> **How to complete this task**
A word-for-word copy of the line containing "thumb ip: (844, 1058)" and every following line to the end of the data below is all the answer should hold.

-------- Dataset extract --------

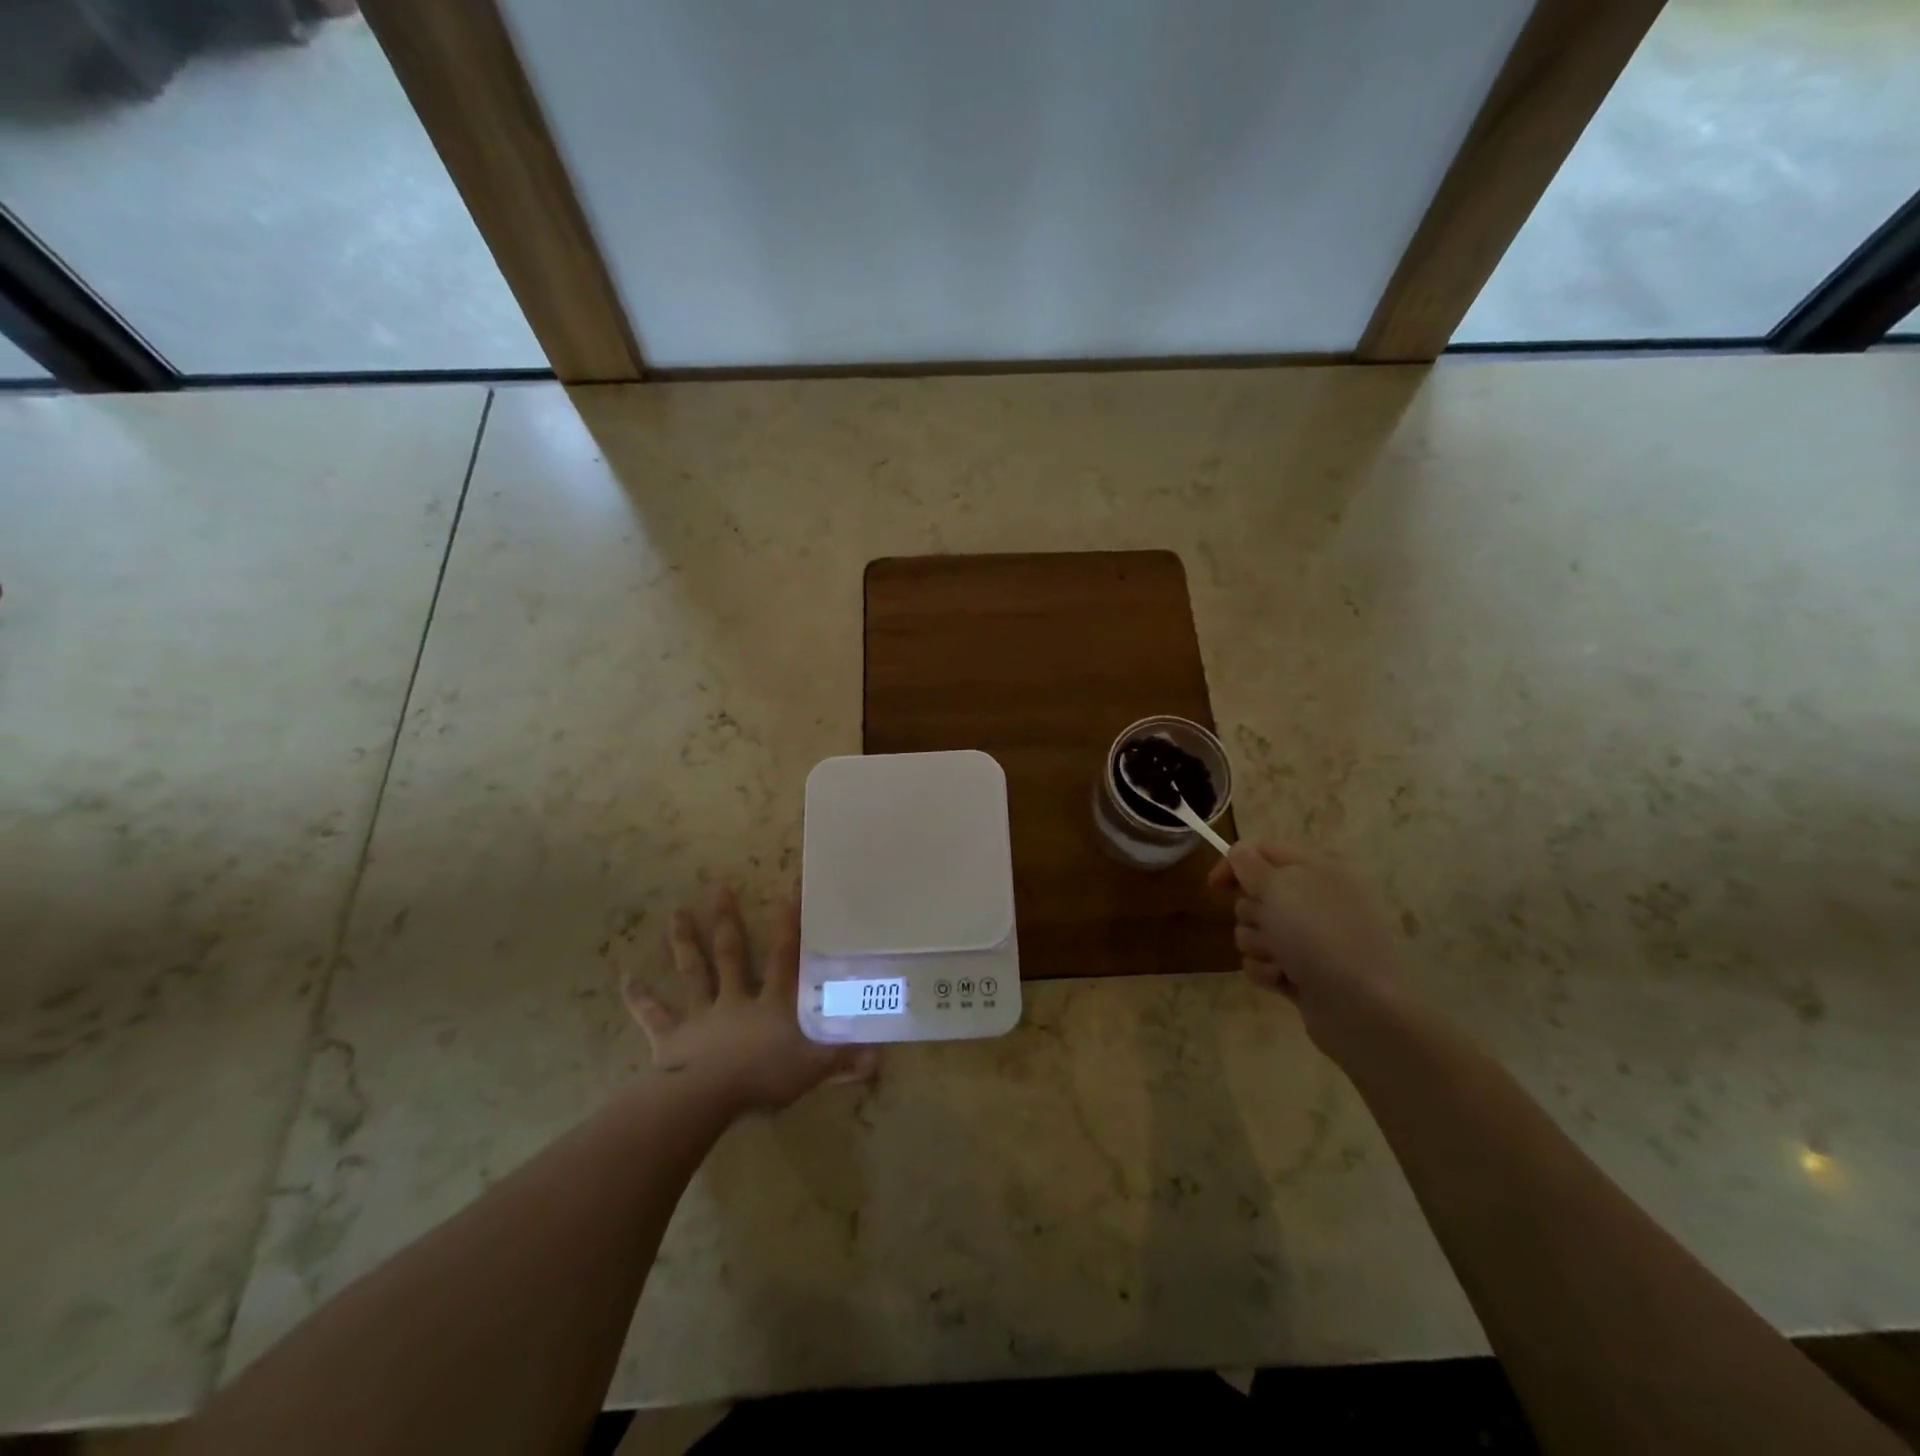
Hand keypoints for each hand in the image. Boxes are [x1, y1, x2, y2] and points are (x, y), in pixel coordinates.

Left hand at [623, 885, 876, 1116]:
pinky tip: (626, 980)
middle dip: (727, 919)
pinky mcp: (673, 1037)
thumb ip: (844, 1058)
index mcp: (771, 1003)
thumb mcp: (812, 1069)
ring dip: (684, 943)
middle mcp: (735, 999)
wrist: (705, 1100)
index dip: (791, 922)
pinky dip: (641, 998)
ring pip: (694, 972)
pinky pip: (656, 1015)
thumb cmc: (762, 1079)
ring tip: (676, 913)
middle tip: (717, 886)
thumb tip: (881, 1055)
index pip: (786, 955)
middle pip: (732, 953)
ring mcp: (701, 1015)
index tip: (791, 886)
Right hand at [1208, 841, 1399, 1035]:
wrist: (1359, 1007)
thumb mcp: (1279, 888)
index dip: (1234, 864)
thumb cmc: (1317, 936)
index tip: (1214, 886)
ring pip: (1255, 930)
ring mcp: (1311, 938)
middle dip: (1251, 913)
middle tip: (1269, 925)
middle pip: (1255, 894)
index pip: (1263, 851)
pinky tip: (1281, 979)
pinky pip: (1263, 962)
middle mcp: (1316, 898)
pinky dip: (1266, 970)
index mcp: (1318, 868)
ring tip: (1280, 959)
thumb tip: (1238, 851)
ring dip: (1258, 945)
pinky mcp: (1303, 971)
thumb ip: (1250, 865)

--------

> **Output for this task**
thumb ip: (844, 1058)
index mcp: (771, 1003)
thumb mcp: (812, 1069)
ring dip: (684, 943)
middle mcp: (735, 999)
wrist: (705, 1100)
index dip: (791, 922)
pinky dip: (641, 998)
ring pip: (694, 972)
pinky pip: (656, 1015)
thumb cmc: (762, 1079)
ring tip: (676, 913)
middle tip: (717, 886)
thumb tip: (881, 1055)
index pip: (786, 955)
middle pip: (732, 953)
ring mcp: (701, 1015)
index tip: (791, 886)
Right hand at [1208, 841, 1399, 1035]:
wrist: (1359, 1007)
thumb mcp: (1279, 888)
index dip: (1234, 864)
thumb cmc: (1317, 936)
index tip: (1214, 886)
ring pip: (1255, 930)
ring mcp: (1311, 938)
middle dip: (1251, 913)
middle tip: (1269, 925)
middle pip: (1255, 894)
index pip: (1263, 851)
pinky tip: (1281, 979)
pinky pip: (1263, 962)
middle mcp: (1316, 898)
pinky dip: (1266, 970)
index mcp: (1318, 868)
ring tip: (1280, 959)
thumb tip: (1238, 851)
ring dip: (1258, 945)
pinky mcp: (1303, 971)
thumb ip: (1250, 865)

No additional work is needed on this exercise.